I might be with the writer on this, at least as far as intent goes, if the religious images being disrespected weren’t accompanied by other figures that go along with and help sustain the idolatry of the West. Theologically, though, smashing a false representation, such as the “golden calf” of Moses, must target an operative representation to have any validity, otherwise it’s no more than bait and switch. The operative Theos in Western Europe, including France, has never been the Abrahamic god, it has always been a Roman god as a transformation of the first god of the West, itself necessarily a Greek god. Only in this way could Western reality as such be structured in a fundamentally different manner than the reality of properly Abrahamic peoples. The Abrahamic god has never been more than a cover for the properly Western god, which remains hidden, although not all that well at this point.

Only insofar as that god remains operative are rationality, historicity and literalism possible structures of reality for Western Europeans and their descendants.
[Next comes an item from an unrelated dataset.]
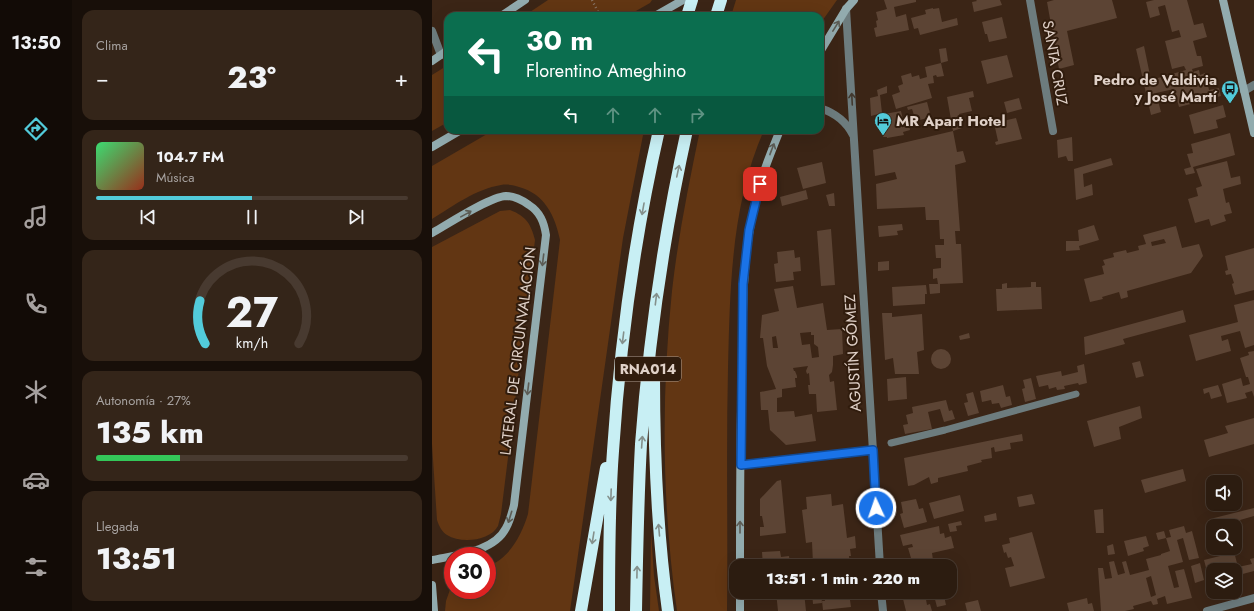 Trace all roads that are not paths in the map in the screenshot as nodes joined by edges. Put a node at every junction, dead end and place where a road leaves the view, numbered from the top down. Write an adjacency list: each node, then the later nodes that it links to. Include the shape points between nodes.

In any event, even the ostensible god of Christianity is by no means identical with the other Abrahamic religions, and so as the god of a small, oppressed minority, smashing representations of the Islamic god remains simple bullying of a powerless minority, consistent with the bigoted caricatures of Islamic people, that precisely assists in keeping the idolatry of the West sacrosanct.

In the Western European countries and others whose primary influence is that of Western Europe, reality is experienced as rational, literal and historical, in the sense of already fully constituted in what has been, and as such still present in a specific sense.  For this to be an idolatry, rather than a theology, the god that structures, founds such an experience of reality must itself be a false representation.  That all representations of god are false is not an insight unique to Abrahamic religion, but is intrinsic in the very notion of the god whose representation was substituted for it, and which substitution itself is the ground of reason, literalism and historicality.  The “golden calf” itself of the biblical story is a false representation of this god, not of the Abrahimic god, which demonstrates it as operative in a certain way for the biblical writers themselves.

As Fraser himself notes in another article, the Christian story is the story of god divesting himself of power.  In that article he asks “who would follow a powerless god?”  More urgently, though, who would raise up a powerless god as if it were not powerless?